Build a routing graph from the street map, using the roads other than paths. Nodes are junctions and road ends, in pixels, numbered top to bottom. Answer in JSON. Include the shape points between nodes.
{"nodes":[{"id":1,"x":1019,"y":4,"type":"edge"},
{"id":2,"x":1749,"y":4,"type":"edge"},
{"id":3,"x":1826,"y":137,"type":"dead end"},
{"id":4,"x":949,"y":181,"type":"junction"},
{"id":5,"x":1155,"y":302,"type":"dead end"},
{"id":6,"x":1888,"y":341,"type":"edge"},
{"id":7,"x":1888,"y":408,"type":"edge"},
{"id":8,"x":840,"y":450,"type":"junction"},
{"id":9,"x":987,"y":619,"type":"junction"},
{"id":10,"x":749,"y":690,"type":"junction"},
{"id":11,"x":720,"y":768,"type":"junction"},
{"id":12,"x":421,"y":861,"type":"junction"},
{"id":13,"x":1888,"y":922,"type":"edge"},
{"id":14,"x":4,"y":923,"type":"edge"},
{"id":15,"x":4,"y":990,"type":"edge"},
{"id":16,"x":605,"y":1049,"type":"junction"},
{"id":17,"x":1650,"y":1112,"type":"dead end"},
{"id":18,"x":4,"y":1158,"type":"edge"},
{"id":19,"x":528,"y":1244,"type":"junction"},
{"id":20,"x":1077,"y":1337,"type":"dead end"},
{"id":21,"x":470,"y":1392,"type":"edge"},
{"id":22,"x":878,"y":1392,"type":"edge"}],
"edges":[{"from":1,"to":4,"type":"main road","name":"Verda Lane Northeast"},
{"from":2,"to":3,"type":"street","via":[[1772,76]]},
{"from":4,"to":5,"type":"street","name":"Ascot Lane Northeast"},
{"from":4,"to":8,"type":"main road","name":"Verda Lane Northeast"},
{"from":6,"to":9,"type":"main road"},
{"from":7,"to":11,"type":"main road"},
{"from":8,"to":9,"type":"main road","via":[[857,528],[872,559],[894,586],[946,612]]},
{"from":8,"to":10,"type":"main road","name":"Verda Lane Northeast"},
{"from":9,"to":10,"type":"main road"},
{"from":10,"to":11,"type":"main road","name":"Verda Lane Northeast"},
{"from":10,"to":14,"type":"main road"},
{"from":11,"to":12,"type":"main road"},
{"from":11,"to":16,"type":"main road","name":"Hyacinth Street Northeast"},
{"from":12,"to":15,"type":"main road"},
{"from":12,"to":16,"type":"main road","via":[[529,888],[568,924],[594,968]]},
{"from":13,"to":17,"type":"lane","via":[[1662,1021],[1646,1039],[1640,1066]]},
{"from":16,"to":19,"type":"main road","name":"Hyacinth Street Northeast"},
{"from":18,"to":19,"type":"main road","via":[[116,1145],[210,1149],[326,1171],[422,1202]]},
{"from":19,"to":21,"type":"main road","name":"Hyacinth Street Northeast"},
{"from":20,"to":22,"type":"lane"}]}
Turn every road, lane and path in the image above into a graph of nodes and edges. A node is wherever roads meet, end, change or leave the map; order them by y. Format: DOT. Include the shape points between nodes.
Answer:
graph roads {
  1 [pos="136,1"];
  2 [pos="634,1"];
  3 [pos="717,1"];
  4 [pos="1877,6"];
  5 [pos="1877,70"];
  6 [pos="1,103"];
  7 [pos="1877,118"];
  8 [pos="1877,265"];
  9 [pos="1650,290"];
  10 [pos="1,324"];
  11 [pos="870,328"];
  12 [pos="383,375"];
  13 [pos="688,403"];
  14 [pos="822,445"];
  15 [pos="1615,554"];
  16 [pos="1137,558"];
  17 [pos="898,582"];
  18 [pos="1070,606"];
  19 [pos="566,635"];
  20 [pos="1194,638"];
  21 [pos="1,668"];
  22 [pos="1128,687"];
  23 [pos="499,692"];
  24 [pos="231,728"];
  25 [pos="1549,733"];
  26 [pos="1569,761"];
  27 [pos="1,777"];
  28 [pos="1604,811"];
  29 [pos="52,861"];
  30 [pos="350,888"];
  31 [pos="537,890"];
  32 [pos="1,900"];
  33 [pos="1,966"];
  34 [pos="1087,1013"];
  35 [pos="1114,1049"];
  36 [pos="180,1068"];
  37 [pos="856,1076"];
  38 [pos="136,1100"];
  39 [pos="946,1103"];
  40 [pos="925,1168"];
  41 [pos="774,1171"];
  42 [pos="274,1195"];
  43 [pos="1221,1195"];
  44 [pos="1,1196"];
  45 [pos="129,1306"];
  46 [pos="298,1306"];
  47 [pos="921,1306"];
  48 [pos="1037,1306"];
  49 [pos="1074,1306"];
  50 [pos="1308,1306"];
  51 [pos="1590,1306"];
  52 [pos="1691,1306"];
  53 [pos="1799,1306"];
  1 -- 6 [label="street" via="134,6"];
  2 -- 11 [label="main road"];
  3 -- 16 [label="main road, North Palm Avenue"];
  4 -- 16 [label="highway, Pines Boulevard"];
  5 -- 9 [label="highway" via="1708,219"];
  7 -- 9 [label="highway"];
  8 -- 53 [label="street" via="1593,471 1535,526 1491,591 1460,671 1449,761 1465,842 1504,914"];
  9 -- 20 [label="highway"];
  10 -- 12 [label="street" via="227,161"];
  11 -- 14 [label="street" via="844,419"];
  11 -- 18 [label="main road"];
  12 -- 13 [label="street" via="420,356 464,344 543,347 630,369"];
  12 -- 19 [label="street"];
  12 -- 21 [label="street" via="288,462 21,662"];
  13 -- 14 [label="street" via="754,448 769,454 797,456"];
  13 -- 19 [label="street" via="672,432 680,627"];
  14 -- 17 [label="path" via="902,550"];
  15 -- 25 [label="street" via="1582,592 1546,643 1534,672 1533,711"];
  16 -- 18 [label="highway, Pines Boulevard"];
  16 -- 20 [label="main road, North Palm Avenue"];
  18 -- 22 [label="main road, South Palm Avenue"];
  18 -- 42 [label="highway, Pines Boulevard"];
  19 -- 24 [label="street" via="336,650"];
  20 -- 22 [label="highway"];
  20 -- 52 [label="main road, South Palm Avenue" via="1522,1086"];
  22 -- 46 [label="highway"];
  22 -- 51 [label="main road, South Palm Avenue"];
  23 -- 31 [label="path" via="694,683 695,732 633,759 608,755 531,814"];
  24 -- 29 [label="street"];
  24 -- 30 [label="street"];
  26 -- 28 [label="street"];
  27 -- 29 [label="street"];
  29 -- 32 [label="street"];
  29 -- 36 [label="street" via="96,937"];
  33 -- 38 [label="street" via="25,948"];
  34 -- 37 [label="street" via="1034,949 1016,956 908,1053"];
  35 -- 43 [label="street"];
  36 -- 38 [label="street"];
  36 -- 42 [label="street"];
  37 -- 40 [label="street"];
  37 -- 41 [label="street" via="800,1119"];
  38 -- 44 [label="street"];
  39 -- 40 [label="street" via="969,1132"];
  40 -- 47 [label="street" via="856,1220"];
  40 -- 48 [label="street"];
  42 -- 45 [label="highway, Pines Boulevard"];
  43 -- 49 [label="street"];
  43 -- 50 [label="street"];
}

WORK TO BE COMPLETED:
Copy all lines from the material that include "Pines".

OUTPUT OF THE TASK:
  4 -- 16 [label="highway, Pines Boulevard"];
  16 -- 18 [label="highway, Pines Boulevard"];
  18 -- 42 [label="highway, Pines Boulevard"];
  42 -- 45 [label="highway, Pines Boulevard"];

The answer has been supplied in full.